### Data under study
*****

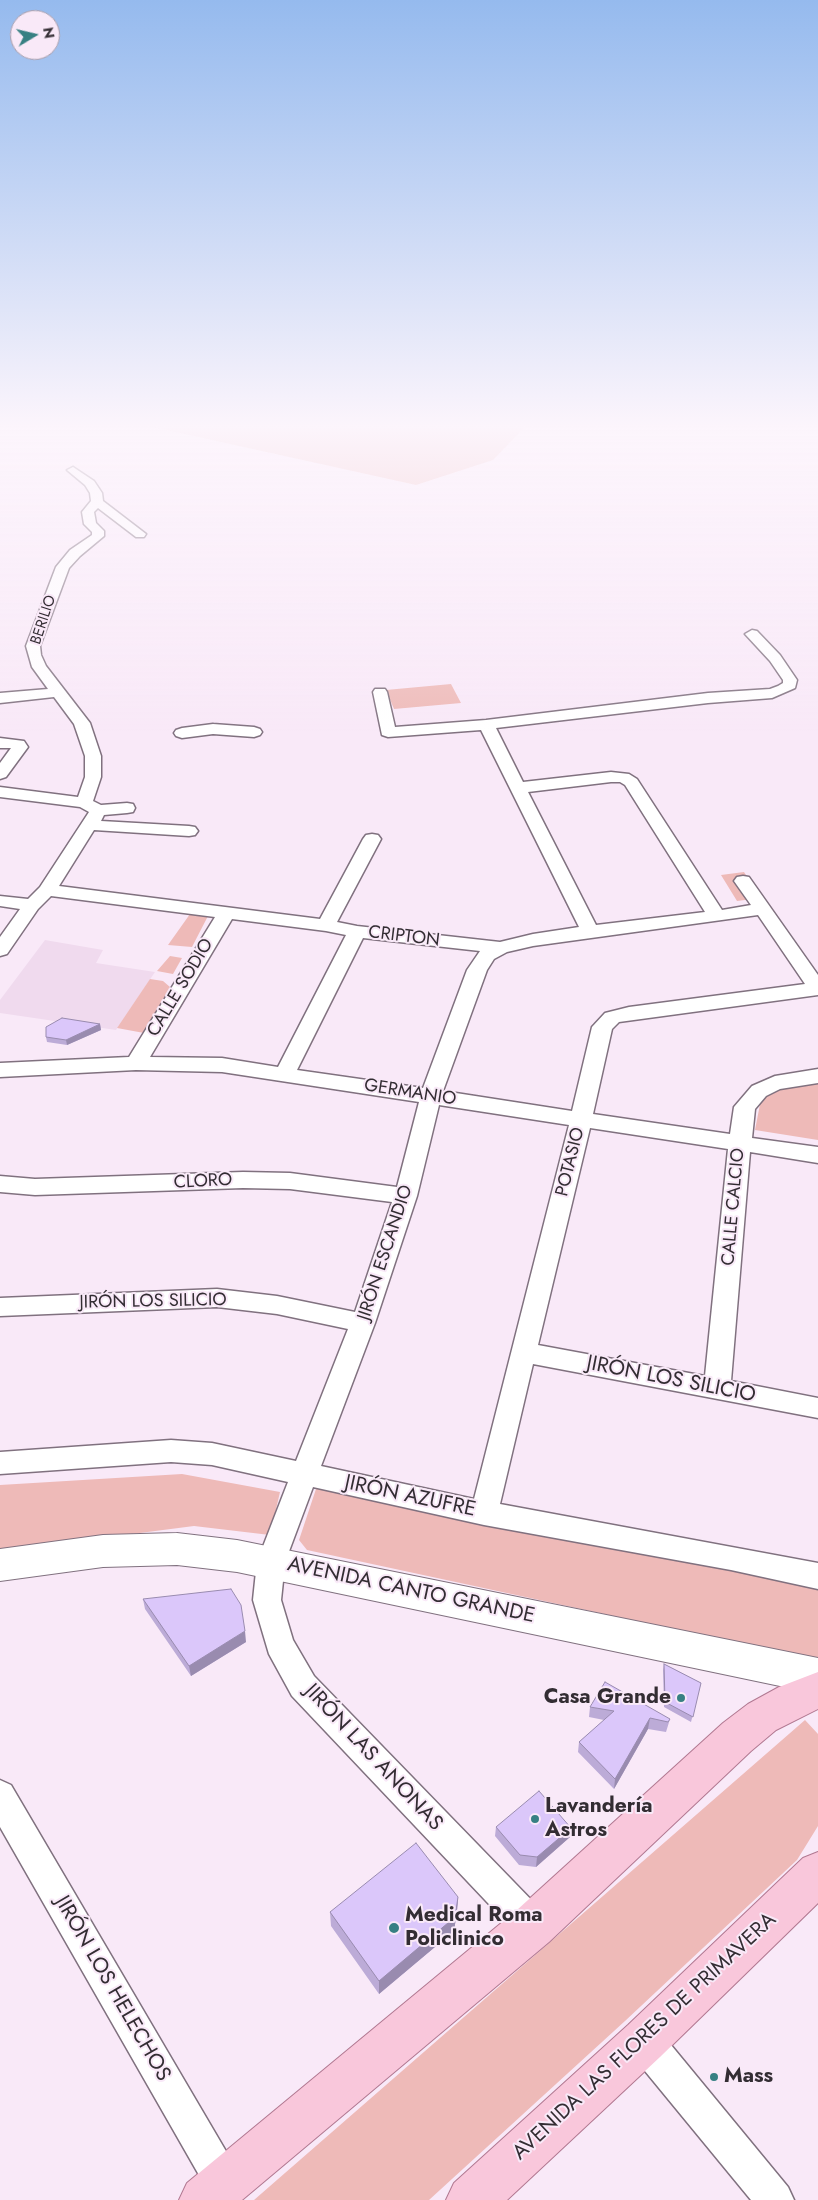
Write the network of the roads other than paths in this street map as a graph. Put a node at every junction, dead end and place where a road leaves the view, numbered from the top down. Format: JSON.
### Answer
{"nodes":[{"id":1,"x":96,"y":530,"type":"edge"},
{"id":2,"x":134,"y":530,"type":"edge"},
{"id":3,"x":140,"y":534,"type":"dead end"},
{"id":4,"x":752,"y":634,"type":"dead end"},
{"id":5,"x":60,"y":692,"type":"junction"},
{"id":6,"x":380,"y":692,"type":"dead end"},
{"id":7,"x":0,"y":698,"type":"edge"},
{"id":8,"x":486,"y":725,"type":"junction"},
{"id":9,"x":254,"y":732,"type":"dead end"},
{"id":10,"x":182,"y":733,"type":"dead end"},
{"id":11,"x":0,"y":743,"type":"edge"},
{"id":12,"x":0,"y":774,"type":"edge"},
{"id":13,"x":516,"y":788,"type":"junction"},
{"id":14,"x":0,"y":792,"type":"edge"},
{"id":15,"x":127,"y":808,"type":"dead end"},
{"id":16,"x":91,"y":812,"type":"junction"},
{"id":17,"x":189,"y":831,"type":"dead end"},
{"id":18,"x":372,"y":839,"type":"dead end"},
{"id":19,"x":743,"y":881,"type":"dead end"},
{"id":20,"x":47,"y":890,"type":"junction"},
{"id":21,"x":0,"y":901,"type":"edge"},
{"id":22,"x":32,"y":905,"type":"junction"},
{"id":23,"x":762,"y":909,"type":"junction"},
{"id":24,"x":226,"y":913,"type":"junction"},
{"id":25,"x":717,"y":916,"type":"junction"},
{"id":26,"x":326,"y":925,"type":"junction"},
{"id":27,"x":357,"y":932,"type":"junction"},
{"id":28,"x":590,"y":932,"type":"junction"},
{"id":29,"x":500,"y":948,"type":"junction"},
{"id":30,"x":0,"y":950,"type":"edge"},
{"id":31,"x":818,"y":989,"type":"edge"},
{"id":32,"x":136,"y":1063,"type":"junction"},
{"id":33,"x":0,"y":1070,"type":"edge"},
{"id":34,"x":285,"y":1073,"type":"junction"},
{"id":35,"x":818,"y":1076,"type":"edge"},
{"id":36,"x":431,"y":1096,"type":"junction"},
{"id":37,"x":581,"y":1119,"type":"junction"},
{"id":38,"x":740,"y":1144,"type":"junction"},
{"id":39,"x":818,"y":1155,"type":"edge"},
{"id":40,"x":0,"y":1184,"type":"edge"},
{"id":41,"x":406,"y":1196,"type":"junction"},
{"id":42,"x":0,"y":1307,"type":"edge"},
{"id":43,"x":363,"y":1323,"type":"junction"},
{"id":44,"x":524,"y":1352,"type":"junction"},
{"id":45,"x":717,"y":1389,"type":"junction"},
{"id":46,"x":818,"y":1408,"type":"edge"},
{"id":47,"x":0,"y":1462,"type":"edge"},
{"id":48,"x":305,"y":1474,"type":"junction"},
{"id":49,"x":484,"y":1513,"type":"junction"},
{"id":50,"x":271,"y":1562,"type":"junction"},
{"id":51,"x":0,"y":1565,"type":"edge"},
{"id":52,"x":818,"y":1576,"type":"edge"},
{"id":53,"x":818,"y":1676,"type":"edge"},
{"id":54,"x":818,"y":1690,"type":"edge"},
{"id":55,"x":0,"y":1796,"type":"edge"},
{"id":56,"x":818,"y":1873,"type":"edge"},
{"id":57,"x":533,"y":1926,"type":"junction"},
{"id":58,"x":644,"y":2041,"type":"junction"},
{"id":59,"x":214,"y":2191,"type":"edge"},
{"id":60,"x":471,"y":2200,"type":"edge"},
{"id":61,"x":775,"y":2200,"type":"edge"}],
"edges":[{"from":1,"to":5,"type":"street","name":"BERILIO"},
{"from":2,"to":3,"type":"street"},
{"from":4,"to":8,"type":"street"},
{"from":5,"to":7,"type":"street"},
{"from":5,"to":16,"type":"street","name":"BERILIO"},
{"from":6,"to":8,"type":"street"},
{"from":8,"to":13,"type":"street"},
{"from":9,"to":10,"type":"street"},
{"from":11,"to":12,"type":"street"},
{"from":13,"to":25,"type":"street"},
{"from":13,"to":28,"type":"street"},
{"from":14,"to":16,"type":"street"},
{"from":15,"to":16,"type":"street"},
{"from":16,"to":17,"type":"street"},
{"from":16,"to":20,"type":"street","name":"BERILIO"},
{"from":18,"to":26,"type":"street"},
{"from":19,"to":23,"type":"street"},
{"from":20,"to":22,"type":"street","name":"BERILIO"},
{"from":20,"to":24,"type":"street","name":"CRIPTON"},
{"from":21,"to":22,"type":"street"},
{"from":22,"to":30,"type":"street","name":"BERILIO"},
{"from":23,"to":25,"type":"street","name":"CRIPTON"},
{"from":23,"to":31,"type":"street"},
{"from":24,"to":26,"type":"street","name":"CRIPTON"},
{"from":24,"to":32,"type":"street","name":"CALLE SODIO"},
{"from":25,"to":28,"type":"street","name":"CRIPTON"},
{"from":26,"to":27,"type":"street","name":"CRIPTON"},
{"from":27,"to":29,"type":"street","name":"CRIPTON"},
{"from":27,"to":34,"type":"street"},
{"from":28,"to":29,"type":"street","name":"CRIPTON"},
{"from":29,"to":36,"type":"street","name":"JIRÓN ESCANDIO"},
{"from":31,"to":37,"type":"street","name":"POTASIO"},
{"from":32,"to":33,"type":"street","name":"GERMANIO"},
{"from":32,"to":34,"type":"street","name":"GERMANIO"},
{"from":34,"to":36,"type":"street","name":"GERMANIO"},
{"from":35,"to":38,"type":"street","name":"CALLE CALCIO"},
{"from":36,"to":37,"type":"street","name":"GERMANIO"},
{"from":36,"to":41,"type":"street","name":"JIRÓN ESCANDIO"},
{"from":37,"to":38,"type":"street","name":"GERMANIO"},
{"from":37,"to":44,"type":"street","name":"POTASIO"},
{"from":38,"to":39,"type":"street","name":"GERMANIO"},
{"from":38,"to":45,"type":"street","name":"CALLE CALCIO"},
{"from":40,"to":41,"type":"street","name":"CLORO"},
{"from":41,"to":43,"type":"street","name":"JIRÓN ESCANDIO"},
{"from":42,"to":43,"type":"street","name":"JIRÓN LOS SILICIO"},
{"from":43,"to":48,"type":"street","name":"JIRÓN ESCANDIO"},
{"from":44,"to":45,"type":"street","name":"JIRÓN LOS SILICIO"},
{"from":44,"to":49,"type":"street","name":"POTASIO"},
{"from":45,"to":46,"type":"street","name":"JIRÓN LOS SILICIO"},
{"from":47,"to":48,"type":"street","name":"JIRÓN AZUFRE"},
{"from":48,"to":49,"type":"street","name":"JIRÓN AZUFRE"},
{"from":48,"to":50,"type":"street","name":"JIRÓN ESCANDIO"},
{"from":49,"to":52,"type":"street","name":"JIRÓN AZUFRE"},
{"from":50,"to":51,"type":"street","name":"AVENIDA CANTO GRANDE"},
{"from":50,"to":53,"type":"street","name":"AVENIDA CANTO GRANDE"},
{"from":50,"to":57,"type":"street","name":"JIRÓN LAS ANONAS"},
{"from":54,"to":57,"type":"main road"},
{"from":55,"to":59,"type":"street","name":"JIRÓN LOS HELECHOS"},
{"from":56,"to":58,"type":"main road","name":"AVENIDA LAS FLORES DE PRIMAVERA"},
{"from":57,"to":59,"type":"main road"},
{"from":58,"to":60,"type":"main road","name":"AVENIDA LAS FLORES DE PRIMAVERA"},
{"from":58,"to":61,"type":"street"}]}
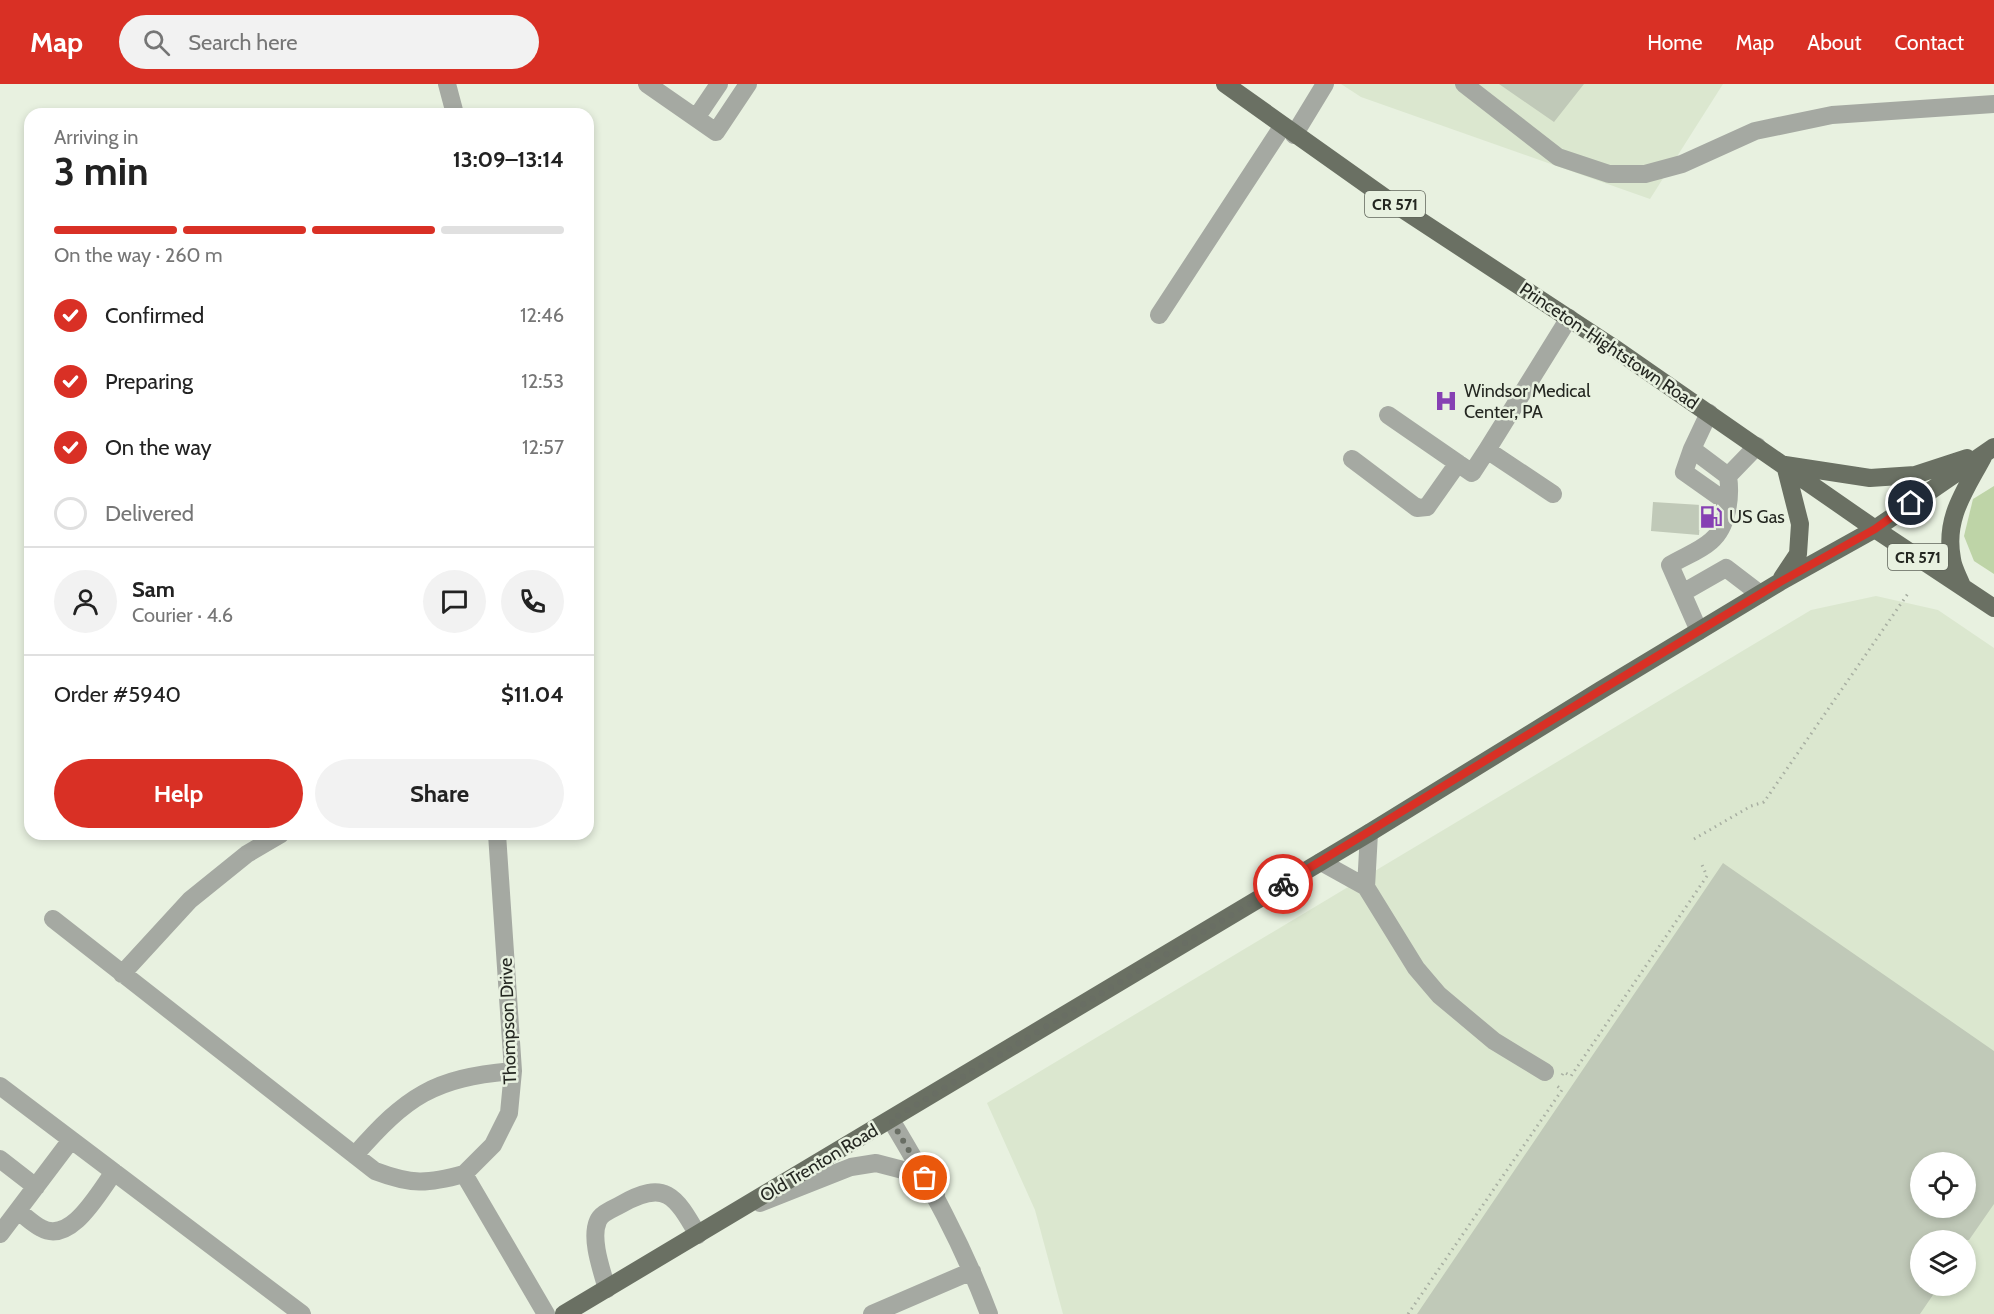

*****

### Work task
Copy out, from the material above, each line in which the string "CALLE" is found.

### Result of this exercise
{"from":24,"to":32,"type":"street","name":"CALLE SODIO"},
{"from":35,"to":38,"type":"street","name":"CALLE CALCIO"},
{"from":38,"to":45,"type":"street","name":"CALLE CALCIO"},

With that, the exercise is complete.